> _Work order_: Whenever the word "nodes" turns up in a line of the data below, copy that line.

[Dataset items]
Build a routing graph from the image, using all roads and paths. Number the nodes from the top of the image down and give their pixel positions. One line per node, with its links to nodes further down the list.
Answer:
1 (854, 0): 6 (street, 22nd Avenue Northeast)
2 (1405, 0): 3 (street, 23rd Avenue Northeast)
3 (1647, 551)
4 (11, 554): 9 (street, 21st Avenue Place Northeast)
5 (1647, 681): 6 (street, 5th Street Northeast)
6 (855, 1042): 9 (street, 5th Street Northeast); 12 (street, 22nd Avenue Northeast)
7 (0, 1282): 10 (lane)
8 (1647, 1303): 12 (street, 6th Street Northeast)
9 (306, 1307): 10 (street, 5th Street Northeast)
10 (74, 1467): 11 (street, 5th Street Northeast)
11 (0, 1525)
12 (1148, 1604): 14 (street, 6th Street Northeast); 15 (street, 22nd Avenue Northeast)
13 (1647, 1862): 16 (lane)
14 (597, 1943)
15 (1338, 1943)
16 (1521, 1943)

--

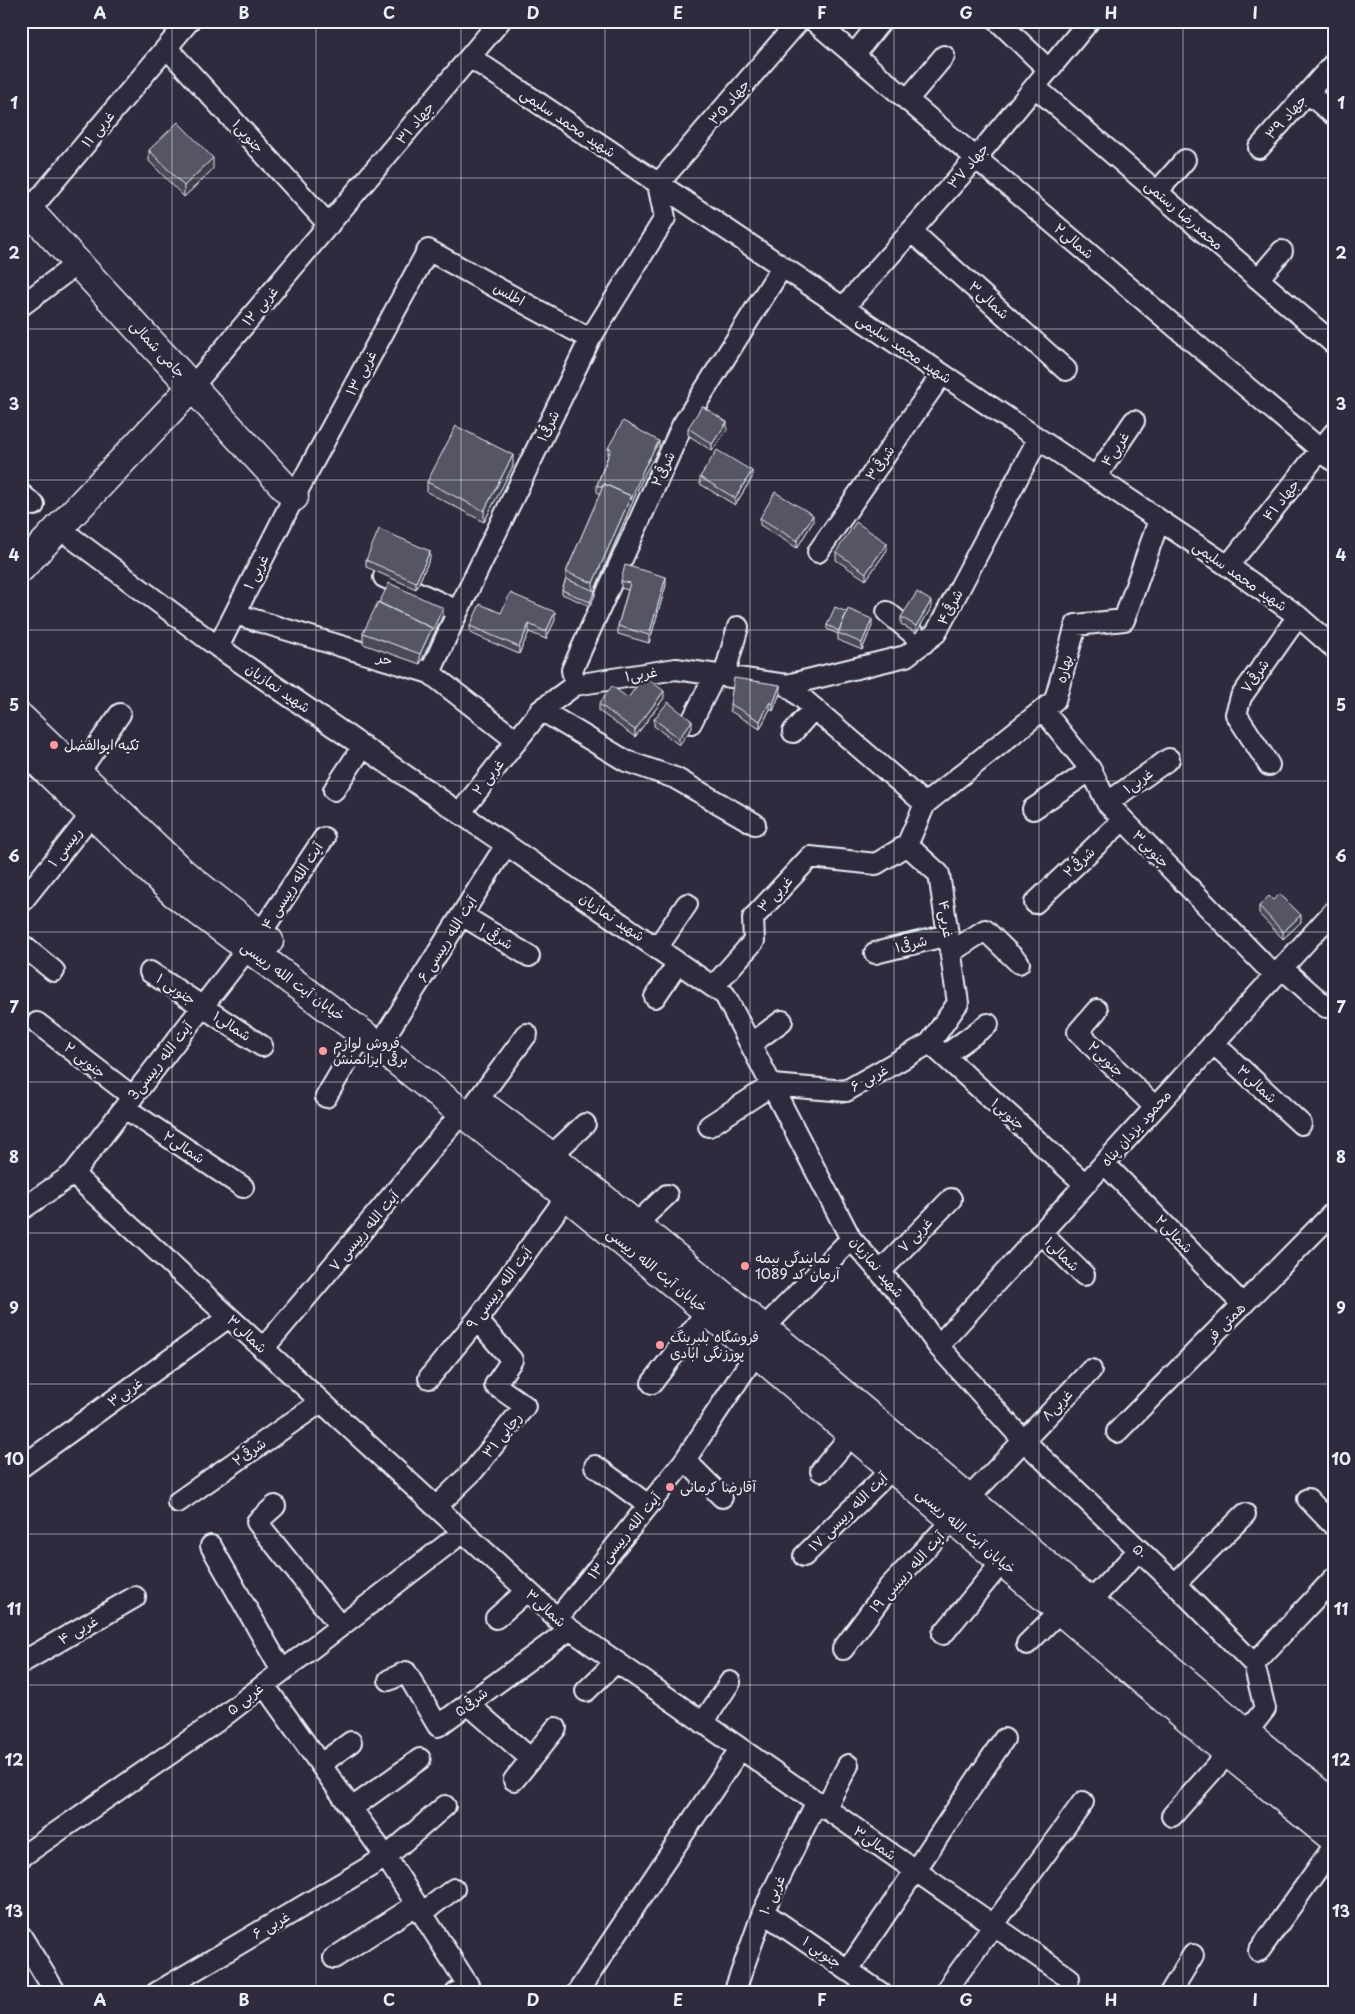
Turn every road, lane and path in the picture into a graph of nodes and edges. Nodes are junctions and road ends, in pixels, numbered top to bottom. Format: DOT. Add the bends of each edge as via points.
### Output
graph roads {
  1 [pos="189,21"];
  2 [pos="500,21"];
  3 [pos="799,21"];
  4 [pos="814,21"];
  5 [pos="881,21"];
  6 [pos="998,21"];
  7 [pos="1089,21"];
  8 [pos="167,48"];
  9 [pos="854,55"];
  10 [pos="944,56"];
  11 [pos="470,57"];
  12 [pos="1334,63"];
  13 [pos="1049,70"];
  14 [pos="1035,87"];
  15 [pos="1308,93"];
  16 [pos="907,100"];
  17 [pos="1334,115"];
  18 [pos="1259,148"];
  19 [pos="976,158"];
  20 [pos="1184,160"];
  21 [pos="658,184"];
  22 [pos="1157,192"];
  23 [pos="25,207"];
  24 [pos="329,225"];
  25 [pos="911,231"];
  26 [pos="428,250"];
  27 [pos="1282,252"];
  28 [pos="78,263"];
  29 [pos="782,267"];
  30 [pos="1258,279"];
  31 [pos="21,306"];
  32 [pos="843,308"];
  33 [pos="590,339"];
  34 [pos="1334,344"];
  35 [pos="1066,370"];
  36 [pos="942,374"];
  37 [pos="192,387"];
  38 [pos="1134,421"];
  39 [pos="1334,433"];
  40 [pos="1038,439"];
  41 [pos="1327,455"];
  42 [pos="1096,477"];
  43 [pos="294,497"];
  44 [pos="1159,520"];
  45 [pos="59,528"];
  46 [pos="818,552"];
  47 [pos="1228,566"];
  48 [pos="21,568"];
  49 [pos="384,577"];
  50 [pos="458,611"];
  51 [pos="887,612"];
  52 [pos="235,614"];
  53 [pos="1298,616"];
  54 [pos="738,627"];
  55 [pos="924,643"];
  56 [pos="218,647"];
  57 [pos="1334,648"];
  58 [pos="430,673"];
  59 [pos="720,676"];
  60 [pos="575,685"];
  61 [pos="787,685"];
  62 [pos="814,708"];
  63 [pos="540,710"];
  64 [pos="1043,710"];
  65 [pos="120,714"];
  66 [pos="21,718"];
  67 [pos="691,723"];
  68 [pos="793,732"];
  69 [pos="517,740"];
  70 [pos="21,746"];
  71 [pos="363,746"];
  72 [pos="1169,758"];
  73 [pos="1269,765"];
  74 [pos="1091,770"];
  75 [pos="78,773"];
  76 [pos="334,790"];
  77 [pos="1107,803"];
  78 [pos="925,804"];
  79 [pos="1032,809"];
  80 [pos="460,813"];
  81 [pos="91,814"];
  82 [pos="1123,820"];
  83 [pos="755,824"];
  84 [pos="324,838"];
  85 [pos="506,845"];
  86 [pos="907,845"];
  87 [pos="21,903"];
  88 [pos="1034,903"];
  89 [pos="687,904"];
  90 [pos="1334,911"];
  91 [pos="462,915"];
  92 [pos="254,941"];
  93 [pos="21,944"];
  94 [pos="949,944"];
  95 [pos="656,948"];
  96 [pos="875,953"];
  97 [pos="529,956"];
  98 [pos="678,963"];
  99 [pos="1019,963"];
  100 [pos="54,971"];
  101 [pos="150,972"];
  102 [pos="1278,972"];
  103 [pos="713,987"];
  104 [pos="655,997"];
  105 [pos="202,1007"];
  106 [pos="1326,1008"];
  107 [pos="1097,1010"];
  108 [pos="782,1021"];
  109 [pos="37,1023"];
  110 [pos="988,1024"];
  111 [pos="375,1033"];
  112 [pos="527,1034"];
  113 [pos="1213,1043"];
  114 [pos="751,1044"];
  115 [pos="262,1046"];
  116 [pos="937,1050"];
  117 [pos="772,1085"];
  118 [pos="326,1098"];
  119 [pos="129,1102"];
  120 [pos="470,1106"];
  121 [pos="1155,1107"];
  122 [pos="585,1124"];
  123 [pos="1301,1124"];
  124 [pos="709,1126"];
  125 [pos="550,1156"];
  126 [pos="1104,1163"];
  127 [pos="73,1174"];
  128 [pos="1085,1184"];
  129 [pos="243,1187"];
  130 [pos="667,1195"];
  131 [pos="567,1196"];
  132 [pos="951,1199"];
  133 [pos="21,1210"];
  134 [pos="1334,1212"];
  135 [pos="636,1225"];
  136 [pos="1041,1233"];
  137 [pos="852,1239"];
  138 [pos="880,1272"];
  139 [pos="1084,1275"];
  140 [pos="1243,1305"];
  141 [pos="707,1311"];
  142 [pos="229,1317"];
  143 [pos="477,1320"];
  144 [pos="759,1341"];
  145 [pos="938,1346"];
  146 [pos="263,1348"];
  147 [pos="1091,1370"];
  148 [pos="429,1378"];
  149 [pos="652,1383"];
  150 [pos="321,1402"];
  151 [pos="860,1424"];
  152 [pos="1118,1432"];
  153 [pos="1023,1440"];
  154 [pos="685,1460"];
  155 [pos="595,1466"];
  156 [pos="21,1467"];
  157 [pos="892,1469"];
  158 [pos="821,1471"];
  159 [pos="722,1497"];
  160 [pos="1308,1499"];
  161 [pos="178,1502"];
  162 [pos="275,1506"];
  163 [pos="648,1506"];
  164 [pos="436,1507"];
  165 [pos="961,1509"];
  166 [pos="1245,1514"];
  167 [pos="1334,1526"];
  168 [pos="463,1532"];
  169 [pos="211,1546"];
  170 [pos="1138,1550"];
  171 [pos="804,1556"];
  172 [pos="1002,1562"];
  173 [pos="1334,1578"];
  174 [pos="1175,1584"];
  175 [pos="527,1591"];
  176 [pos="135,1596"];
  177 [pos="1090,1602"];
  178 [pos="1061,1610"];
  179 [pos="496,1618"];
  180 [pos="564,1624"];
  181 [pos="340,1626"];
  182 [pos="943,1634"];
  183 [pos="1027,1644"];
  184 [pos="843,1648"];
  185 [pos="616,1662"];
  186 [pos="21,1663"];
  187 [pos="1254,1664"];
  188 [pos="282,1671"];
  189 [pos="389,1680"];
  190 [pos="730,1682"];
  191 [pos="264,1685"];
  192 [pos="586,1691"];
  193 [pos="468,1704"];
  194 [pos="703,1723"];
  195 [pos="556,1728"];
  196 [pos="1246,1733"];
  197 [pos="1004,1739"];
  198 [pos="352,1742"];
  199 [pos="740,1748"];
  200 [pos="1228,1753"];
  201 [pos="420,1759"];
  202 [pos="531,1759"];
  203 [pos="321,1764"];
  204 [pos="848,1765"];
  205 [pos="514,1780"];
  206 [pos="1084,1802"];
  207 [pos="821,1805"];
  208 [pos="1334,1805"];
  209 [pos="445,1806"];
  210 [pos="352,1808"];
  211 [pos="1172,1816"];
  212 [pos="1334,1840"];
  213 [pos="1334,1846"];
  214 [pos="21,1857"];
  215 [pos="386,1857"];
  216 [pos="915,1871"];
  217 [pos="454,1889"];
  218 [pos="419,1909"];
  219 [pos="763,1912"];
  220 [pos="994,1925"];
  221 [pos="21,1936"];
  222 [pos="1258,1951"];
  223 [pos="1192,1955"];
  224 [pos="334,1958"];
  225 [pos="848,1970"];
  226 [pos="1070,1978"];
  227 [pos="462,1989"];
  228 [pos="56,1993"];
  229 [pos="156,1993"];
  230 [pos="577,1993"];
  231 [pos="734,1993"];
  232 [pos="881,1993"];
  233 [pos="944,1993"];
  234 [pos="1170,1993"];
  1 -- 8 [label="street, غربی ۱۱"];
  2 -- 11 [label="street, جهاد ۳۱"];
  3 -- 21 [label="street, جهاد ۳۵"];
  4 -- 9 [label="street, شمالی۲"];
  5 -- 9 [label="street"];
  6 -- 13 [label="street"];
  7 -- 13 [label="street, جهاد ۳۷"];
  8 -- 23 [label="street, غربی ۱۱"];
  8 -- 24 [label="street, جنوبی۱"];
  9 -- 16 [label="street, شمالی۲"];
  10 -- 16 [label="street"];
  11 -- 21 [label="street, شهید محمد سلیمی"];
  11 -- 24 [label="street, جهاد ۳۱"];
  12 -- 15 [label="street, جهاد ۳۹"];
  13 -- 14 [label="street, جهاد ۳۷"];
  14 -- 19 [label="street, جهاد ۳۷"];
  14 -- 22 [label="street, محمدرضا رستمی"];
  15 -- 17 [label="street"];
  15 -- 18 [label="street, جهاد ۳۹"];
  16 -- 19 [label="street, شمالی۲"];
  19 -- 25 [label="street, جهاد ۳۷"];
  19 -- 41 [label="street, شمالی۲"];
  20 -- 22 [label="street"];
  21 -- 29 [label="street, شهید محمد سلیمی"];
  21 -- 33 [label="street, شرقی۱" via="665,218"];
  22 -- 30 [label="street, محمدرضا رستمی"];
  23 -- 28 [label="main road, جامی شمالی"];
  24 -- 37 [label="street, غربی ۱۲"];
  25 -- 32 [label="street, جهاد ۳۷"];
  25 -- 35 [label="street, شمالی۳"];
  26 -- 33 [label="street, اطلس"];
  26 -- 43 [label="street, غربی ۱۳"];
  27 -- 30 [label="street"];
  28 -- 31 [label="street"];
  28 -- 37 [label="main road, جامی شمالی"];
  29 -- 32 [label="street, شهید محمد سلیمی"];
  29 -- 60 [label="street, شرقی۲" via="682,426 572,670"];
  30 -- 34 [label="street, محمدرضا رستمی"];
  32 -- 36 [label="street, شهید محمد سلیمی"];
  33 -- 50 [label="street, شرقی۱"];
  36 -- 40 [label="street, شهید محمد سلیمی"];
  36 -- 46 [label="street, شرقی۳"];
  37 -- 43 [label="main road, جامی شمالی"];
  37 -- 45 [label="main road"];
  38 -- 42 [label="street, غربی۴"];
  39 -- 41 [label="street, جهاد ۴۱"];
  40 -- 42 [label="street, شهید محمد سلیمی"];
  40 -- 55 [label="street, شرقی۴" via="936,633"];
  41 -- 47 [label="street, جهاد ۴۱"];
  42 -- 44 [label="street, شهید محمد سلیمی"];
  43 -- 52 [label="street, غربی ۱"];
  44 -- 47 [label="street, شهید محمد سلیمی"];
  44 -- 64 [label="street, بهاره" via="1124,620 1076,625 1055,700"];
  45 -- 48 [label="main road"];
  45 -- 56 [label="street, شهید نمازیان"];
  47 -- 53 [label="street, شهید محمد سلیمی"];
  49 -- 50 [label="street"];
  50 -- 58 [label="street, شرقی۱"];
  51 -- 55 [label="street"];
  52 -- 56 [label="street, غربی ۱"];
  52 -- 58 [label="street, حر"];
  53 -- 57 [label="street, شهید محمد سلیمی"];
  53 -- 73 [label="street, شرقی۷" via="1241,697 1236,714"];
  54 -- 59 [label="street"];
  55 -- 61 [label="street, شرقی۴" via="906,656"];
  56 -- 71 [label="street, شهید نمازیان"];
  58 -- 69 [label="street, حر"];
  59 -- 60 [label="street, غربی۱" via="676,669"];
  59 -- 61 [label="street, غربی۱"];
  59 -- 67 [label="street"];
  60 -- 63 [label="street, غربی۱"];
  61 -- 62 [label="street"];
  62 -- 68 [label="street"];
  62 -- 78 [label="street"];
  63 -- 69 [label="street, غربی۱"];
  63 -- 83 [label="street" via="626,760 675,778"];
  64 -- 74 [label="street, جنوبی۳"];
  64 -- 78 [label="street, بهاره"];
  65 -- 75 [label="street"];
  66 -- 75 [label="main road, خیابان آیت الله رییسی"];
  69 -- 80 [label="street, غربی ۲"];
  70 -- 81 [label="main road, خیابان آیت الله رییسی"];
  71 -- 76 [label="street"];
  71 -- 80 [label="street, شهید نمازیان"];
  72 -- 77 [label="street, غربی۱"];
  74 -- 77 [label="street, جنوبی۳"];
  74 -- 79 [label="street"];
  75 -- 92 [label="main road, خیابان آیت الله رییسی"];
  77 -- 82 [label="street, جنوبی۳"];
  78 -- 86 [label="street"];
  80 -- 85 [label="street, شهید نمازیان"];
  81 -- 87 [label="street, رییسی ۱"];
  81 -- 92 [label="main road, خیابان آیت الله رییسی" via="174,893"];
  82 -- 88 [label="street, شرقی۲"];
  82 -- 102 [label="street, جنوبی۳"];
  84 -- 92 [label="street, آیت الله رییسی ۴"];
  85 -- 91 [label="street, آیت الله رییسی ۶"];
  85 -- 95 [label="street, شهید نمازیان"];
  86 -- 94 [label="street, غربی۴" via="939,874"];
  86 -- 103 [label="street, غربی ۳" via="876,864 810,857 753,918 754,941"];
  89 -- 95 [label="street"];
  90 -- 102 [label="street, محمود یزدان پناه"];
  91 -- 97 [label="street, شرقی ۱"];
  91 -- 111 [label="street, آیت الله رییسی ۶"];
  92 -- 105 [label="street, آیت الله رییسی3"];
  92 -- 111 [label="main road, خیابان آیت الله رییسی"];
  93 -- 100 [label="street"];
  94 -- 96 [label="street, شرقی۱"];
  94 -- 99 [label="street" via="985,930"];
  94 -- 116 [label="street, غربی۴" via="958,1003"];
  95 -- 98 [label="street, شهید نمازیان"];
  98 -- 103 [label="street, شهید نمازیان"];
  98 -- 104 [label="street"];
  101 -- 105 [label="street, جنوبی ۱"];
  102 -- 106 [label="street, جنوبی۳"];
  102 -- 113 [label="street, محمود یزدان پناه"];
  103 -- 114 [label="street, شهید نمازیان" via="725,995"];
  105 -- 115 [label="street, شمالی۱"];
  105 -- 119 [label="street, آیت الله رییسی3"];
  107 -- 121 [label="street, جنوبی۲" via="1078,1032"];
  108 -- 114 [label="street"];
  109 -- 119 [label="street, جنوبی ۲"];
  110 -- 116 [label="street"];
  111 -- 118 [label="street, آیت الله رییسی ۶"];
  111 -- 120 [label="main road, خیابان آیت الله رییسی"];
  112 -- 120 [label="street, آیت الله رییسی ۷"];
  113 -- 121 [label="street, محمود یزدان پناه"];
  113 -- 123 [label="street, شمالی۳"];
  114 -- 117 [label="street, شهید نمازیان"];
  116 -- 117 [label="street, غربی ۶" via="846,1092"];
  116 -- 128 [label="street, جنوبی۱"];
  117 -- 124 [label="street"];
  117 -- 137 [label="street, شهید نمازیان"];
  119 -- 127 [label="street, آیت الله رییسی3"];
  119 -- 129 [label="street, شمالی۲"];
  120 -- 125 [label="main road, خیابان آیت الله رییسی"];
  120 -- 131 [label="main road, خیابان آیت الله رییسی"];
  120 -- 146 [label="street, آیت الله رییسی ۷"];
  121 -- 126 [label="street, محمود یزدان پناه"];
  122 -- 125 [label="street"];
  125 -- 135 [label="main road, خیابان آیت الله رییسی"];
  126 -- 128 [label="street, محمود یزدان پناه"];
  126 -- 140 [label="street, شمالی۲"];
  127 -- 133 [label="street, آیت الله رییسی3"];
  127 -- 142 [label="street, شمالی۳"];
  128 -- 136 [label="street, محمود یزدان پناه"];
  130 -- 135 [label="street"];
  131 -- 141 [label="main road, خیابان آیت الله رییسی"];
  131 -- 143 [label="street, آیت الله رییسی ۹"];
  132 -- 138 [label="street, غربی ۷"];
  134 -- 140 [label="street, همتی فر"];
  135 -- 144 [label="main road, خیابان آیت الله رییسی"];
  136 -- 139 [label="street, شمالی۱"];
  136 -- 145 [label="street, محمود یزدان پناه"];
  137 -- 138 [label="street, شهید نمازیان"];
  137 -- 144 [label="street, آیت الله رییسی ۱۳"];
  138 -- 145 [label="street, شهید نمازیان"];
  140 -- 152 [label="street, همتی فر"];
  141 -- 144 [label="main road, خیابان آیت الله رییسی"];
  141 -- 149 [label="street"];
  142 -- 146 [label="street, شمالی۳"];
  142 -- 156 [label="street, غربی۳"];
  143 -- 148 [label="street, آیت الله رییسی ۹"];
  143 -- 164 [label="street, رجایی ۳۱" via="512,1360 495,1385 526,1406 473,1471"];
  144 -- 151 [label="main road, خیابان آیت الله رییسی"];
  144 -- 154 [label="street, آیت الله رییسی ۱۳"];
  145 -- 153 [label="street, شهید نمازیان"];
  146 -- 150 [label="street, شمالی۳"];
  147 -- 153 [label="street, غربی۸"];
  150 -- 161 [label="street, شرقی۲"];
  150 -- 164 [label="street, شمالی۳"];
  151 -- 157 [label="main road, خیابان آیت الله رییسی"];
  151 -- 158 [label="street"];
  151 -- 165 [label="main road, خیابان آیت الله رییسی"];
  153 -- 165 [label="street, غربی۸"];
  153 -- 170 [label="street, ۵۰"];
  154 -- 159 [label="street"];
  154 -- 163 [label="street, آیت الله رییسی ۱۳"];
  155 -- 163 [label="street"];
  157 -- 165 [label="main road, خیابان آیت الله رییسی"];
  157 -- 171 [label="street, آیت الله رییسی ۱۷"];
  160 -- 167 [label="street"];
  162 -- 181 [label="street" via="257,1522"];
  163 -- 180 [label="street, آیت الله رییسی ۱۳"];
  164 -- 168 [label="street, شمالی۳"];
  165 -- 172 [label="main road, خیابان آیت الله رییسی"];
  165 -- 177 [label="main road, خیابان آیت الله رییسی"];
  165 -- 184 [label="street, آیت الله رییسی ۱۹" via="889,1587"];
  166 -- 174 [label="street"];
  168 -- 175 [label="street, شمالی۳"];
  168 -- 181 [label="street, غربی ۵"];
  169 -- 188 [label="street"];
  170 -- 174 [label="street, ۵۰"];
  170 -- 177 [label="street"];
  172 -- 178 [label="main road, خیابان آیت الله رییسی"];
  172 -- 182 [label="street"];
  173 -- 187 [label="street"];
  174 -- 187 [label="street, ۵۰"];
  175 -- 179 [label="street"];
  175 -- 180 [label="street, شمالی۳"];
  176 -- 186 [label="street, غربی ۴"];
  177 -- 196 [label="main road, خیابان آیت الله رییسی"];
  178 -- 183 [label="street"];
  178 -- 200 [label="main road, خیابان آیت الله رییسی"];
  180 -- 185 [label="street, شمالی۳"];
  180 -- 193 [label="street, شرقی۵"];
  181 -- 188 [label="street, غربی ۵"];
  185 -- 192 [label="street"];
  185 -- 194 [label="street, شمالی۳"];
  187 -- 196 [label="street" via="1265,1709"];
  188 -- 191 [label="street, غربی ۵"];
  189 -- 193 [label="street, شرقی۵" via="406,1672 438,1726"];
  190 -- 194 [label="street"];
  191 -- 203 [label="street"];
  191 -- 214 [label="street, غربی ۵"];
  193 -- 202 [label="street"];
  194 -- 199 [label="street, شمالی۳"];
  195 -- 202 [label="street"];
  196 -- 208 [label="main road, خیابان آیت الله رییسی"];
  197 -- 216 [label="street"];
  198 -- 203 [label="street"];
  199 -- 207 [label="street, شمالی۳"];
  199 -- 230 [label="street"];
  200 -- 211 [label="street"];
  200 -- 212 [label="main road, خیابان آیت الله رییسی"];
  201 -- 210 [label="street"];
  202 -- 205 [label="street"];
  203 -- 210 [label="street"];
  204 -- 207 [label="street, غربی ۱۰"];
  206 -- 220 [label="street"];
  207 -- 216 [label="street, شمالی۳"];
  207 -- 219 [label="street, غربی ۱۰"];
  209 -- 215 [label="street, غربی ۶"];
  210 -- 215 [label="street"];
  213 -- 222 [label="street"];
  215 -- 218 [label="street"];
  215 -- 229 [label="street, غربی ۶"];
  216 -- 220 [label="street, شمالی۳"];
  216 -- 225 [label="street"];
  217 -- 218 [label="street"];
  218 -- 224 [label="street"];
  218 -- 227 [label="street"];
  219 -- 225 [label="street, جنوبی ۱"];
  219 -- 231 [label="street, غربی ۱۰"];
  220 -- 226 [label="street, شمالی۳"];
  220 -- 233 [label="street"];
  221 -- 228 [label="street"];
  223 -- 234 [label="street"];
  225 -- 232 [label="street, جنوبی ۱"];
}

> _Exercise response_:
Build a routing graph from the image, using all roads and paths. Number the nodes from the top of the image down and give their pixel positions. One line per node, with its links to nodes further down the list.
Turn every road, lane and path in the picture into a graph of nodes and edges. Nodes are junctions and road ends, in pixels, numbered top to bottom. Format: DOT. Add the bends of each edge as via points.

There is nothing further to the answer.